WHAT THE EXERCISE ASKS:
Below are records; count the lines that hold the string "Quinn" and give only the count.

Stored items
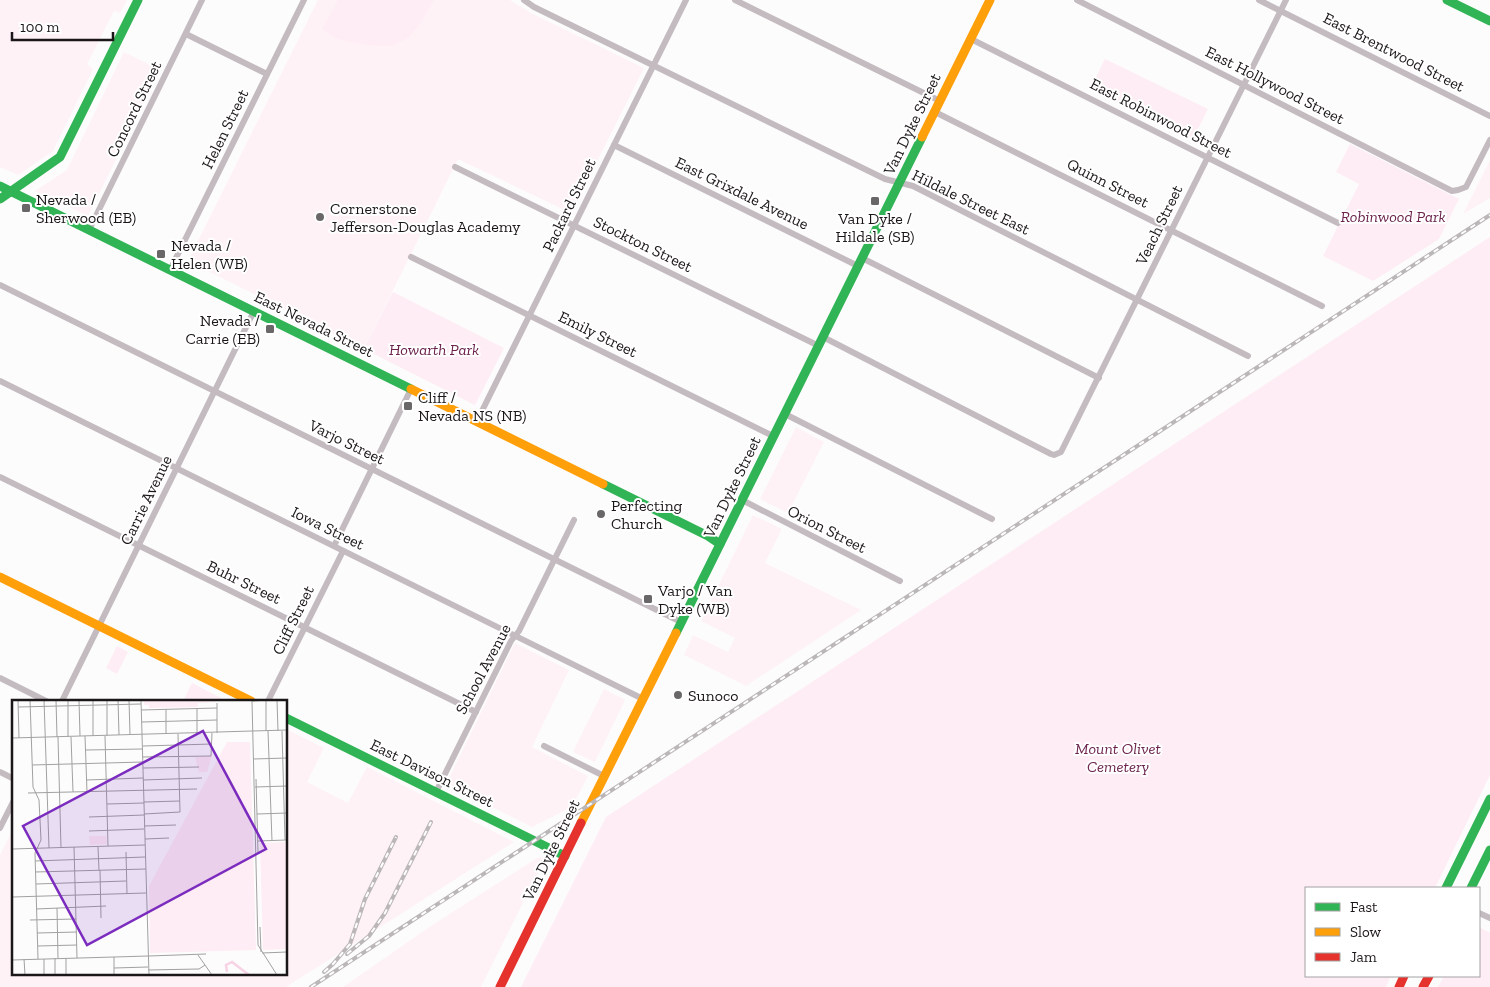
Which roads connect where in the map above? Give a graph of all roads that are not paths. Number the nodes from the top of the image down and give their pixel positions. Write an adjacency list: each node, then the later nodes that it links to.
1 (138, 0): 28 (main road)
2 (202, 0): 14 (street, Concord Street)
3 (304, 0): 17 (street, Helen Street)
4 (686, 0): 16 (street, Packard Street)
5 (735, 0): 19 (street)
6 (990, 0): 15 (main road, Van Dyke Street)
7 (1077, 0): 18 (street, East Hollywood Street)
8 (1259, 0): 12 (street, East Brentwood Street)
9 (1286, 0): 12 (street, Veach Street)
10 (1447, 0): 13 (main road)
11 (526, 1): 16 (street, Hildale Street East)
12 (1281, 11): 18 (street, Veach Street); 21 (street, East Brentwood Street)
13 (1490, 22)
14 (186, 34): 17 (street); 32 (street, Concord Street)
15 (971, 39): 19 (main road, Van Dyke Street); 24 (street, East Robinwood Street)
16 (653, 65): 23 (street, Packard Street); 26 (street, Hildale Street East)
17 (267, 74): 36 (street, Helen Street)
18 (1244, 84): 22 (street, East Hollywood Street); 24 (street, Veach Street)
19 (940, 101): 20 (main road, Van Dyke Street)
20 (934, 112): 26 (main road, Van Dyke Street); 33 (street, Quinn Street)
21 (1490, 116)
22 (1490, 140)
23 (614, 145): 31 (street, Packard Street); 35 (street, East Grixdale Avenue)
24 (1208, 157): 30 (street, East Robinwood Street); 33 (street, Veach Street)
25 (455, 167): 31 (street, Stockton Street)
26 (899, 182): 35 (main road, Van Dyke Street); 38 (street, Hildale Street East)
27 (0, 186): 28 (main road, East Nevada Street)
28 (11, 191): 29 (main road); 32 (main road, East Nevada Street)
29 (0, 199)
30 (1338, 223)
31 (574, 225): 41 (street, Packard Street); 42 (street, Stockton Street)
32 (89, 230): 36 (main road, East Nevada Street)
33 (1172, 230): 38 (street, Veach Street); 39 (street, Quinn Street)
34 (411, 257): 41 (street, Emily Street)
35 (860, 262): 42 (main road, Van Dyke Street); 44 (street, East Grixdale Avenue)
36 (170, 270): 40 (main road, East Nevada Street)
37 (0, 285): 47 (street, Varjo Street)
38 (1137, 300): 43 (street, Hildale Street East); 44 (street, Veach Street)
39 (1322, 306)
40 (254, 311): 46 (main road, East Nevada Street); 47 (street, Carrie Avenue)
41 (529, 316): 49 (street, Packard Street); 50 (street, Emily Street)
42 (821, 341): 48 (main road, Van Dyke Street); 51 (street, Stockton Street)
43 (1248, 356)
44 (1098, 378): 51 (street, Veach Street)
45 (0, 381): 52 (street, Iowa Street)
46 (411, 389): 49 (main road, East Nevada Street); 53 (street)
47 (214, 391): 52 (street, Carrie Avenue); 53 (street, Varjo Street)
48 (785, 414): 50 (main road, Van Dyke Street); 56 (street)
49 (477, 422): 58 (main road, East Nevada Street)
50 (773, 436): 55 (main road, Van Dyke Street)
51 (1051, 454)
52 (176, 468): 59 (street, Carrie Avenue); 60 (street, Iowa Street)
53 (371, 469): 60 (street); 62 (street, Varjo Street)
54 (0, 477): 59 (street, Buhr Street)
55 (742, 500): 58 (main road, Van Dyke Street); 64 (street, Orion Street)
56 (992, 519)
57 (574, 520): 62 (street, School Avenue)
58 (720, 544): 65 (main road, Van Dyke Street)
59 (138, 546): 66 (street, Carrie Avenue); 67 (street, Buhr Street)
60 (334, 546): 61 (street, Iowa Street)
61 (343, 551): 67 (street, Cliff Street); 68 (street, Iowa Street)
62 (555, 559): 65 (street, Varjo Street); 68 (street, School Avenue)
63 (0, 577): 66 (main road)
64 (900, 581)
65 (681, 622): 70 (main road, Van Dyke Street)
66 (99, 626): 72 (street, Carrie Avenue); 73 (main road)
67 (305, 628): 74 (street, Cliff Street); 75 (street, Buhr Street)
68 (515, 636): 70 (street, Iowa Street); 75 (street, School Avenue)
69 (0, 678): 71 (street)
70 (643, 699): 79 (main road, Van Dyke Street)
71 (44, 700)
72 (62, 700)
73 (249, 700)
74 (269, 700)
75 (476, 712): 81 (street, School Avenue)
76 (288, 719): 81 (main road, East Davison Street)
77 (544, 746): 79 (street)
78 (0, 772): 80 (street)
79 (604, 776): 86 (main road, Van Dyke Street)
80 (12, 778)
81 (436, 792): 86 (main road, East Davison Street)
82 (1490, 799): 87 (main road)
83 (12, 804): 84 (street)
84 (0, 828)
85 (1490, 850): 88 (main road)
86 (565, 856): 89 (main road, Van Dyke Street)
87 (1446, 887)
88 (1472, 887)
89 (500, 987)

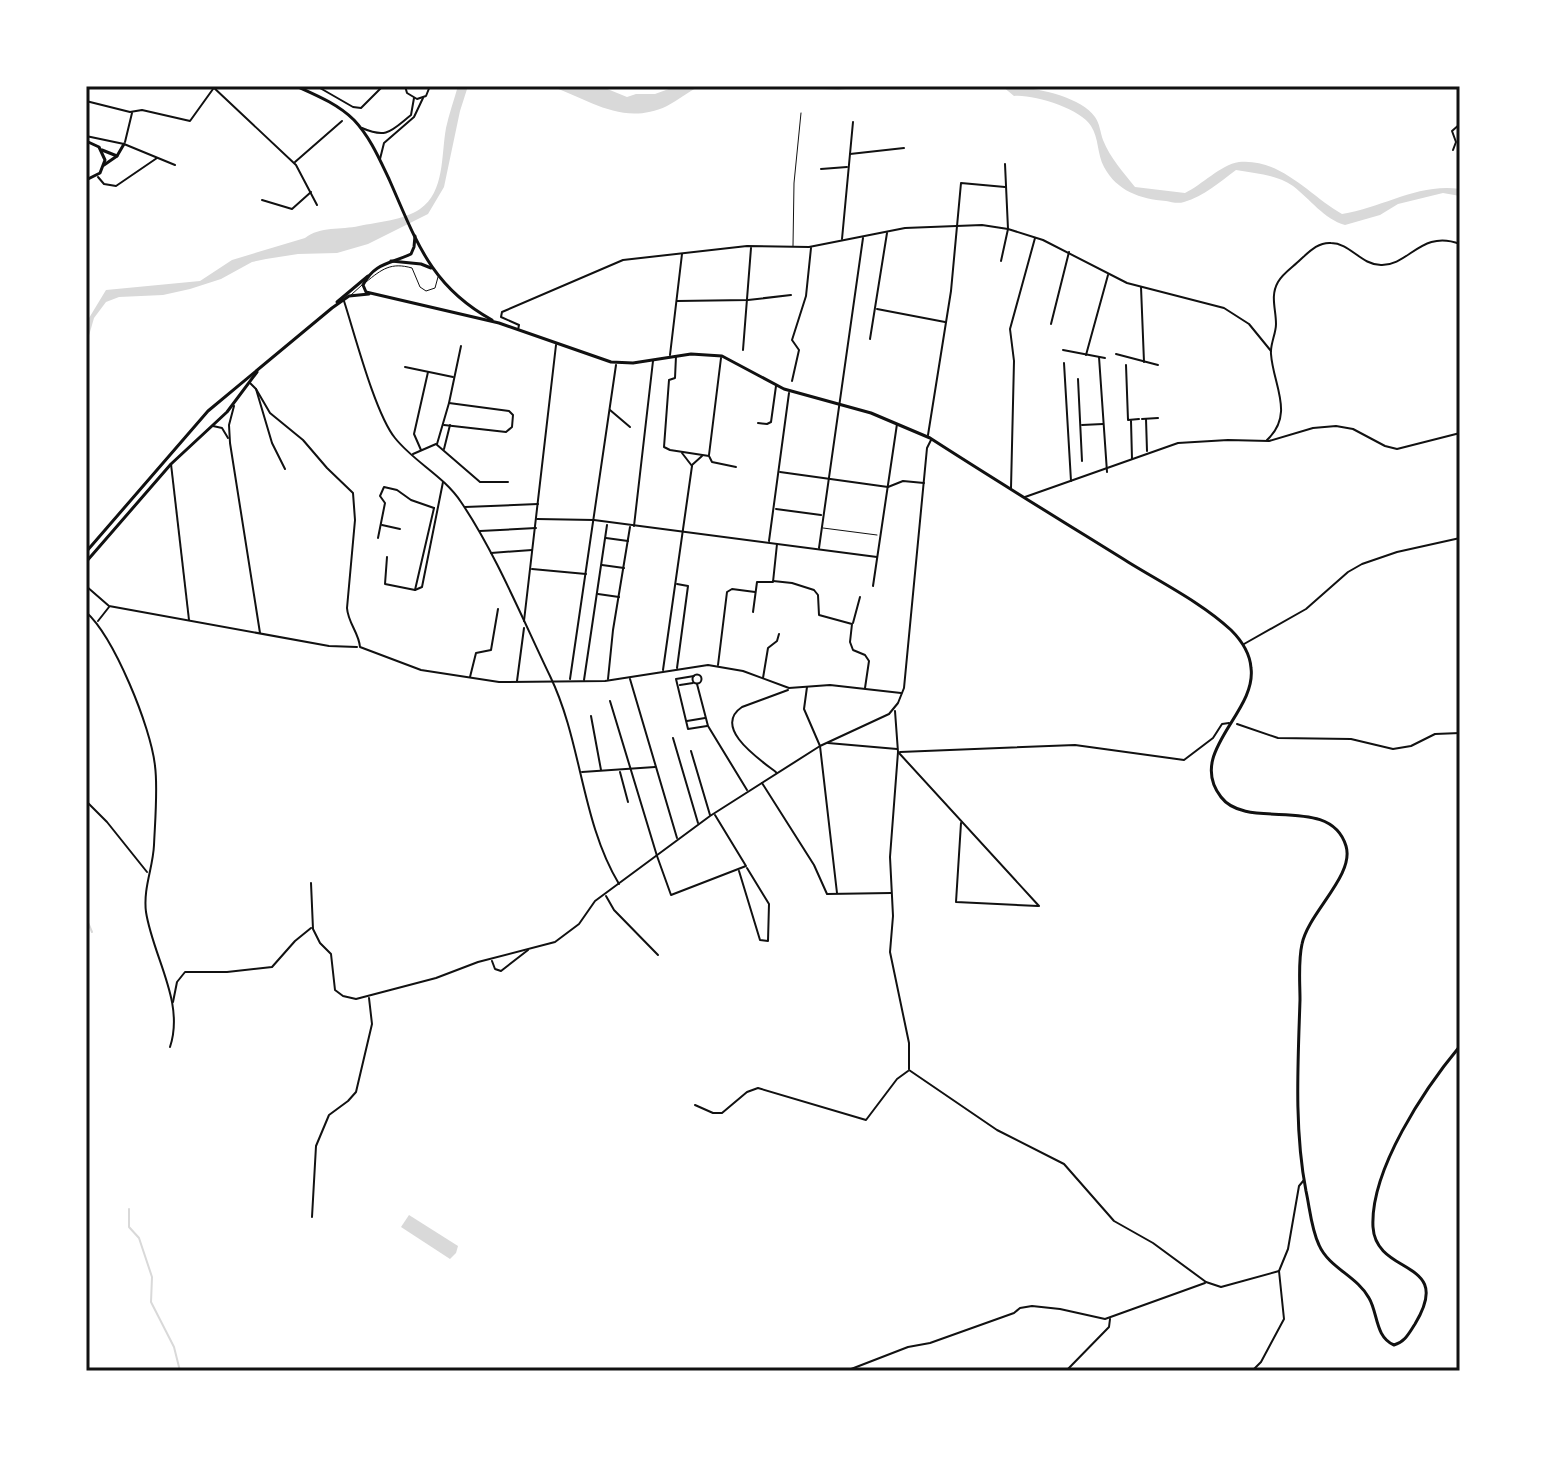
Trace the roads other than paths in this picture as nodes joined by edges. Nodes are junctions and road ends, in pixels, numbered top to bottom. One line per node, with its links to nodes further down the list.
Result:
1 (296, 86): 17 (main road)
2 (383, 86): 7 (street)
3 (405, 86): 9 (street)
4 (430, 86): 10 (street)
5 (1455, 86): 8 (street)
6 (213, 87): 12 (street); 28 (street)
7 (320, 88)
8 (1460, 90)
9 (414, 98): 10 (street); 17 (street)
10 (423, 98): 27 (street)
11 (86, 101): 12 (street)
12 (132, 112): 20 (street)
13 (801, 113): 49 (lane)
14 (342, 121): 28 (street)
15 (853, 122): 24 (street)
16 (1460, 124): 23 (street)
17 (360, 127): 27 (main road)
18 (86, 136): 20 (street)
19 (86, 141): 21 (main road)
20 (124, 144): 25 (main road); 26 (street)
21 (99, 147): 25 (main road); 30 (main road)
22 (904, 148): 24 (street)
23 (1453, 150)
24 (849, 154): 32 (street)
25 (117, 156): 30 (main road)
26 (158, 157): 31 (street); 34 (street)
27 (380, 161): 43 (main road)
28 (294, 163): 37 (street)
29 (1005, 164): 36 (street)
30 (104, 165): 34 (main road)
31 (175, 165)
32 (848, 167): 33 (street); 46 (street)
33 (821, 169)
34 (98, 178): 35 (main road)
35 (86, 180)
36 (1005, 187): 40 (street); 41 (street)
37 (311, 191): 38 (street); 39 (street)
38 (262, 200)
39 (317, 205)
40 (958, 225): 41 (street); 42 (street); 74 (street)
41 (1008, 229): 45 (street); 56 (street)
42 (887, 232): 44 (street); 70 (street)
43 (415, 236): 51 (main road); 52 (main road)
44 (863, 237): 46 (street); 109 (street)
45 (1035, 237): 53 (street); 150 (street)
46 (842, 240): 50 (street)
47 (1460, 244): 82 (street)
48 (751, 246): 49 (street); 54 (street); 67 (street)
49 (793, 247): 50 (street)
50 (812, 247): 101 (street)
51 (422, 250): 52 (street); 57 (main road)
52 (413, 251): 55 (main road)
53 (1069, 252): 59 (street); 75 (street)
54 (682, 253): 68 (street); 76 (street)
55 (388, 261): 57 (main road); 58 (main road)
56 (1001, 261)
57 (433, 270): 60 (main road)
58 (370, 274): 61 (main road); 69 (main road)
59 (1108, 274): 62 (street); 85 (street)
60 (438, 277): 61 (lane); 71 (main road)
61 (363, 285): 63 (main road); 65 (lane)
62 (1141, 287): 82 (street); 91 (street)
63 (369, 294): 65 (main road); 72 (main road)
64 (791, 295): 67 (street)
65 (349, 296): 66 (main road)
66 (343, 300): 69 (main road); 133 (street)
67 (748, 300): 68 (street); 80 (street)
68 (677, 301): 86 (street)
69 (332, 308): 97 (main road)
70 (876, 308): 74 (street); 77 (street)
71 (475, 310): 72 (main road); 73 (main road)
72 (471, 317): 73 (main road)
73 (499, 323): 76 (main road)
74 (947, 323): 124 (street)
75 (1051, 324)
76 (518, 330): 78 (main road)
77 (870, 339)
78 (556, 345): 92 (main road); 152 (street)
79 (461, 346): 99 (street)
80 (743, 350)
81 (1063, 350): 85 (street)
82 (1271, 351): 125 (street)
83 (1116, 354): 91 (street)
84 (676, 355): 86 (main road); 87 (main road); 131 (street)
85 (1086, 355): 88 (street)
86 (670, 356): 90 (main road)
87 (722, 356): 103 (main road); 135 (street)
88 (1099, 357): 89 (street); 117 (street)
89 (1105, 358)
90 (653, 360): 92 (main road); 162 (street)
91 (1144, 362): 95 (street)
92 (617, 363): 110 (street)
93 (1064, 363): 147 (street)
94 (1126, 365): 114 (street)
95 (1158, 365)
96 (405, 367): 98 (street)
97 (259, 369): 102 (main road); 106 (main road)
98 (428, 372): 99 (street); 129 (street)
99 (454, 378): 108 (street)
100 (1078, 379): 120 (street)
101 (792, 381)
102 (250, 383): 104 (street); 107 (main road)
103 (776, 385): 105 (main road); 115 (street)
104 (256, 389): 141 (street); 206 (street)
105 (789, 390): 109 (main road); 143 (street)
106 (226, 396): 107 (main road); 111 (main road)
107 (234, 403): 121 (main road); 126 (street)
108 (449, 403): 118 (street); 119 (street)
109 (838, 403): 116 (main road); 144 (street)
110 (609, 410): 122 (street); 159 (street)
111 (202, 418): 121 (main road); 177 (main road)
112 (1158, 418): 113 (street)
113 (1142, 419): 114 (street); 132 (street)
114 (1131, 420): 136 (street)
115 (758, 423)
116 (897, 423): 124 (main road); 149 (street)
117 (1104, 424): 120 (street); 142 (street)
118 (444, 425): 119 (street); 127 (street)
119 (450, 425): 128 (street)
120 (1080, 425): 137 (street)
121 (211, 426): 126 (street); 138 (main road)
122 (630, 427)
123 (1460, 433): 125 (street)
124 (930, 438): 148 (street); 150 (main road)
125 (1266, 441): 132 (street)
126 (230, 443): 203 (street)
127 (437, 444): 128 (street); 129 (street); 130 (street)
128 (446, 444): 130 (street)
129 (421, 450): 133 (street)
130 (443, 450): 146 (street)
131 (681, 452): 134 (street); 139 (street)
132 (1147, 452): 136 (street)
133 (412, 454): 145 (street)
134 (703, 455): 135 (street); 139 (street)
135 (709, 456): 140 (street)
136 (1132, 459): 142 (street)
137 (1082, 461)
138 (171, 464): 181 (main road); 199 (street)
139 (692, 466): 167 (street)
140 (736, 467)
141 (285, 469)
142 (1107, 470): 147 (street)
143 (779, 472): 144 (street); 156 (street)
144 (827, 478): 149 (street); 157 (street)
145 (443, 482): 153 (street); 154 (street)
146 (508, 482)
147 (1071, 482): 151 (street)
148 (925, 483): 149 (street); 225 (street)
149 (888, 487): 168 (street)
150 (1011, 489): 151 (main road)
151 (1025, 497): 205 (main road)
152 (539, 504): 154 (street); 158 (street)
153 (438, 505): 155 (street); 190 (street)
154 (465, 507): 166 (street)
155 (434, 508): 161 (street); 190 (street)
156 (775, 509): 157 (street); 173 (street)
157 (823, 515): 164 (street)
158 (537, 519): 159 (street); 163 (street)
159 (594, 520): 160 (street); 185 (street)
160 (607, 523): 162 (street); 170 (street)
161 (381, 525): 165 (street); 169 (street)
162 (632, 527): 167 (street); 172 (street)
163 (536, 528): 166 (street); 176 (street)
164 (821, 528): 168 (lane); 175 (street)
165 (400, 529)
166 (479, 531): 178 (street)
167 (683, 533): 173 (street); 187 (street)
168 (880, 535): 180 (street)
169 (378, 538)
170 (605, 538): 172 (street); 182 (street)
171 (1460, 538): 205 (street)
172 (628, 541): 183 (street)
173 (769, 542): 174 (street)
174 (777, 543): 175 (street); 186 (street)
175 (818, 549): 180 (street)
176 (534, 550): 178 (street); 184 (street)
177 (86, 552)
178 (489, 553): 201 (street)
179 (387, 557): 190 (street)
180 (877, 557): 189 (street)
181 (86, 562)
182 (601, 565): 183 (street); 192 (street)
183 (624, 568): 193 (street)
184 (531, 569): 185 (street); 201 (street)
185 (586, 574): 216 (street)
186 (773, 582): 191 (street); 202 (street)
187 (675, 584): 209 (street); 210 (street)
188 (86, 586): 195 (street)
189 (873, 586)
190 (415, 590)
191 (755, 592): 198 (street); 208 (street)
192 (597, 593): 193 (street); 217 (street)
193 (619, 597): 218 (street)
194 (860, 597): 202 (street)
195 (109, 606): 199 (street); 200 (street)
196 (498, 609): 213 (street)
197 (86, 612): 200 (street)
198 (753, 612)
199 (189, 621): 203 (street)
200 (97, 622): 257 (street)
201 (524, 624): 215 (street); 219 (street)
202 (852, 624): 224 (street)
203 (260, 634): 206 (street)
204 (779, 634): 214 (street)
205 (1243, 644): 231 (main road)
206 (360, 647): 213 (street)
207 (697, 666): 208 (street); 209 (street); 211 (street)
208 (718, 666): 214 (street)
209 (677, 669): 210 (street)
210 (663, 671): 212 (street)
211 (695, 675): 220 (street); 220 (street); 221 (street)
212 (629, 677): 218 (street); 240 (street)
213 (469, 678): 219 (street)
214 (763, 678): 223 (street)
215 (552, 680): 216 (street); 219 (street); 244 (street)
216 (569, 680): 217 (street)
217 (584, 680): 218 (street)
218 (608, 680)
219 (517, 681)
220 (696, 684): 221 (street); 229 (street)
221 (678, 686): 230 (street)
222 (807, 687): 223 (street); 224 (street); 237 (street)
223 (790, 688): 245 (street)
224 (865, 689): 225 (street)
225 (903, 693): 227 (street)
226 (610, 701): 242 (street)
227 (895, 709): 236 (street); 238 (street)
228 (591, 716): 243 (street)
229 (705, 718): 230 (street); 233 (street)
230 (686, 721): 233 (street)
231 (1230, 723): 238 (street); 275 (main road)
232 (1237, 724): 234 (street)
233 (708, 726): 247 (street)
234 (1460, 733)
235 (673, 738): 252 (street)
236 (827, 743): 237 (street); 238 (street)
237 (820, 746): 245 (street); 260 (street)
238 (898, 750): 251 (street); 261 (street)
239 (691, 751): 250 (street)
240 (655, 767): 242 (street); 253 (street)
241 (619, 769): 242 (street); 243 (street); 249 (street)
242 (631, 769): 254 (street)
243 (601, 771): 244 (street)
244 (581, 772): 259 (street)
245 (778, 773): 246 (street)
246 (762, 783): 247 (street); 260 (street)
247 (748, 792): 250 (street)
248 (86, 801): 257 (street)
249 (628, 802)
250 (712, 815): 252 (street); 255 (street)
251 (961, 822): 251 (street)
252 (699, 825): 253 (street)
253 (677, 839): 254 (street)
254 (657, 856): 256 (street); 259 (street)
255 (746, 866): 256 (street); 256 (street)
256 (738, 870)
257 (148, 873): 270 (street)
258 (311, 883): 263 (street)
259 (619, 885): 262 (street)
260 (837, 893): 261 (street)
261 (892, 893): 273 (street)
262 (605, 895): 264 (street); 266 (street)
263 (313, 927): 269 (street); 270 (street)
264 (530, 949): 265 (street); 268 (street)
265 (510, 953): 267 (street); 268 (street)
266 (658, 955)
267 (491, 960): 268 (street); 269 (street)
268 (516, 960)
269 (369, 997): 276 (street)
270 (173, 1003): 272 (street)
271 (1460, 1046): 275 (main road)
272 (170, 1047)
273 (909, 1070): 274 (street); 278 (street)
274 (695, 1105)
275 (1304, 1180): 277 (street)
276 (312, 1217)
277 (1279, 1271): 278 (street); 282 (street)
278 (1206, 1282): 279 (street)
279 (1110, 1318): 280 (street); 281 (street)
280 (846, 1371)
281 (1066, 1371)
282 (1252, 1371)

TASK SOLUTION:
2